Joint Secure Transmit Beamforming Designs for Integrated Sensing and Communication Systems

TL;DR

This paper proposes joint beamforming strategies for integrated sensing and communication systems to enhance physical layer security by exploiting radar interference and artificial noise, ensuring secure and reliable multi-user communication and radar detection.

Contribution

It introduces novel joint transmit beamforming schemes that leverage radar interference and artificial noise to improve security in ISAC systems, considering both known and unknown eavesdropper CSI.

Findings

Proposed beamforming reduces eavesdropper SINR effectively.

Joint design guarantees QoS for legitimate users and radar performance.
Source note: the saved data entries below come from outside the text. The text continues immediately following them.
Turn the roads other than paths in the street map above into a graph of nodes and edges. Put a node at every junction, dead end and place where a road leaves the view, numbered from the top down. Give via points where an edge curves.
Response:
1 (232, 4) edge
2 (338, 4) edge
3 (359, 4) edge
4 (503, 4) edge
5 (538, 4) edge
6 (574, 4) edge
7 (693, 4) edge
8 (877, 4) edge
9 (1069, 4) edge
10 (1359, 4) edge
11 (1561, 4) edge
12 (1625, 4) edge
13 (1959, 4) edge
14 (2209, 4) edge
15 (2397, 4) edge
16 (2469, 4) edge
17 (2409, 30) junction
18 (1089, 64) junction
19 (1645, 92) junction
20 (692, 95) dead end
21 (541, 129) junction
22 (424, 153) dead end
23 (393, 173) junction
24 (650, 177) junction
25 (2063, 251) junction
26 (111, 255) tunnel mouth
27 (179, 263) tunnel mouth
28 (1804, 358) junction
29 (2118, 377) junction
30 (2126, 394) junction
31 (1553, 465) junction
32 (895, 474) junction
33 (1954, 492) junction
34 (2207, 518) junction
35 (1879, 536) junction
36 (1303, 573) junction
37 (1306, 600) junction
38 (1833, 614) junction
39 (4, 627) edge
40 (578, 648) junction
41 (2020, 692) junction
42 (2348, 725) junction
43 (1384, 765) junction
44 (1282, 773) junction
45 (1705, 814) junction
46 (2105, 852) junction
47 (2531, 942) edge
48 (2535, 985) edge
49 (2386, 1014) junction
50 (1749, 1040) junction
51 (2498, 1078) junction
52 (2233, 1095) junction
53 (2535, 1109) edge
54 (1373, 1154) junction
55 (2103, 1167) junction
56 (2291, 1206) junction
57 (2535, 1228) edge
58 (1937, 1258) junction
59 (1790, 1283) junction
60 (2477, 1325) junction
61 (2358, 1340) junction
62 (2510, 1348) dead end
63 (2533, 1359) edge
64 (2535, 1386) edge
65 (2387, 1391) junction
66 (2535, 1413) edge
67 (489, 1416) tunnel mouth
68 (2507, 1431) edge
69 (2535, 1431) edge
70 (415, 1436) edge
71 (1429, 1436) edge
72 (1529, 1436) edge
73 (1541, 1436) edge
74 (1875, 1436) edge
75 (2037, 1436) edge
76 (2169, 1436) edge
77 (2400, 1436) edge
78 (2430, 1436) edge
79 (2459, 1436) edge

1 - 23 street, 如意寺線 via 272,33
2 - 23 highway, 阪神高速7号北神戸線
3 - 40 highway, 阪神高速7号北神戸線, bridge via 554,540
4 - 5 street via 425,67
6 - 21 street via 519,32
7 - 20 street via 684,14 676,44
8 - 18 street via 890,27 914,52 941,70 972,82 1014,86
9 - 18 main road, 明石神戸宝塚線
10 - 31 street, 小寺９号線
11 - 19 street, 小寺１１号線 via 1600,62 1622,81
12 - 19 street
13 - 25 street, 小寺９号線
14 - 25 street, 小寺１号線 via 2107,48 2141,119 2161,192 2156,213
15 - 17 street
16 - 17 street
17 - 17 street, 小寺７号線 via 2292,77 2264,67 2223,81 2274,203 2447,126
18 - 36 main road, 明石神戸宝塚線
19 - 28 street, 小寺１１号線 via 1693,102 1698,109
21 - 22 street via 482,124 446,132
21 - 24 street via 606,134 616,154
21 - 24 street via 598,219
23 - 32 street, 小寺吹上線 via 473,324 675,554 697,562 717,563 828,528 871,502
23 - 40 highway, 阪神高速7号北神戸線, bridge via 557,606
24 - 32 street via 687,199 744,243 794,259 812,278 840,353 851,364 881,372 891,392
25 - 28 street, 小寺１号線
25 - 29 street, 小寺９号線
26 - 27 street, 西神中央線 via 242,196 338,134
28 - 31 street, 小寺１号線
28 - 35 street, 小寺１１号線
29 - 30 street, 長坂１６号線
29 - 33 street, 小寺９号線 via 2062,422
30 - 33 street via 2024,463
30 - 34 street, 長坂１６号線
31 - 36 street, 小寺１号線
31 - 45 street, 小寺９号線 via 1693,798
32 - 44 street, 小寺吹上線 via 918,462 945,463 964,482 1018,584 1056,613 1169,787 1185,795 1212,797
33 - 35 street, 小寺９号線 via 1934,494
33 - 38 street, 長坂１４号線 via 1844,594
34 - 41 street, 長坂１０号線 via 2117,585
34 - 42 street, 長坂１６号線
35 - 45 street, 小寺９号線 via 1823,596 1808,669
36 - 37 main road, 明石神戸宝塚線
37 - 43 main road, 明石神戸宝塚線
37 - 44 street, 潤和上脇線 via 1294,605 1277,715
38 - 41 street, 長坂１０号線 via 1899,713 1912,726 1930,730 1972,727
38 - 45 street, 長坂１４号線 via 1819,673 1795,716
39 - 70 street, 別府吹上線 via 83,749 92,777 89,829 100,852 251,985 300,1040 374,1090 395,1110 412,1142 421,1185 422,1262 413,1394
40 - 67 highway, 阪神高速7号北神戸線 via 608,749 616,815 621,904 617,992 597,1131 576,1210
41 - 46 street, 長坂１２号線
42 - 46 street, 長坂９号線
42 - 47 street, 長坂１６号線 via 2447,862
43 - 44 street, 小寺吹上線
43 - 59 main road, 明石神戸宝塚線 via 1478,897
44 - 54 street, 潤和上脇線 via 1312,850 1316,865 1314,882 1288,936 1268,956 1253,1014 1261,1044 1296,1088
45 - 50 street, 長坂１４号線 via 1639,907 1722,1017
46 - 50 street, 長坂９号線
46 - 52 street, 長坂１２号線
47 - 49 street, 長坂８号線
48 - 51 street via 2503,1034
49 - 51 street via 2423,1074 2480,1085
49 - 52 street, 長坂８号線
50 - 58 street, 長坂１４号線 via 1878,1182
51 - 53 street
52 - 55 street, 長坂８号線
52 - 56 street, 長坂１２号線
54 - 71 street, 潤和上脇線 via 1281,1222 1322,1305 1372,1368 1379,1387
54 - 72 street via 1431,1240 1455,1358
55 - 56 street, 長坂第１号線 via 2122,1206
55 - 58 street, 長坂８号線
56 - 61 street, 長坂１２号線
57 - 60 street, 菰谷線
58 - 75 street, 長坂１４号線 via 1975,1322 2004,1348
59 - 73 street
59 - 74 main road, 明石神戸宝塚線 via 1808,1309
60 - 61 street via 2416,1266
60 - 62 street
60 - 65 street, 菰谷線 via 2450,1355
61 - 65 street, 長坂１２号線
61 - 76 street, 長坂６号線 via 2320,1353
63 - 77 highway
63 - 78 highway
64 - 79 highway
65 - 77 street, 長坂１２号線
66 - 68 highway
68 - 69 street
Simulations confirm improved security and system robustness.

Abstract

Integrated sensing and communication (ISAC), which allows individual radar and communication systems to share the same spectrum bands, is an emerging and promising technique for alleviating spectrum congestion problems. In this paper, we investigate how to exploit the inherent interference from strong radar signals to ensure the physical layer security (PLS) for the considered multi-user multi-input single-output (MU-MISO) communication and colocated multi-input multi-output (MIMO) radar coexistence system. In particular, with known eavesdroppers' channel state information (CSI), we propose to jointly design the transmit beamformers of communication and radar systems to minimize the maximum eavesdropping signal-to-interference-plus-noise ratio (SINR) on multiple legitimate users, while guaranteeing the communication quality-of-service (QoS) of legitimate transmissions, the requirement of radar detection performance, and the transmit power constraints of both radar and communication systems. When eavesdroppers' CSI is unavailable, we develop a joint artificial noise (AN)-aided transmit beamforming design scheme, which utilizes residual available power to generate AN for disrupting malicious receptions as well as satisfying the requirements of both legitimate transmissions and radar target detection. Extensive simulations verify the advantages of the proposed joint beamforming designs for ISAC systems on secure transmissions and the effectiveness of the developed algorithms.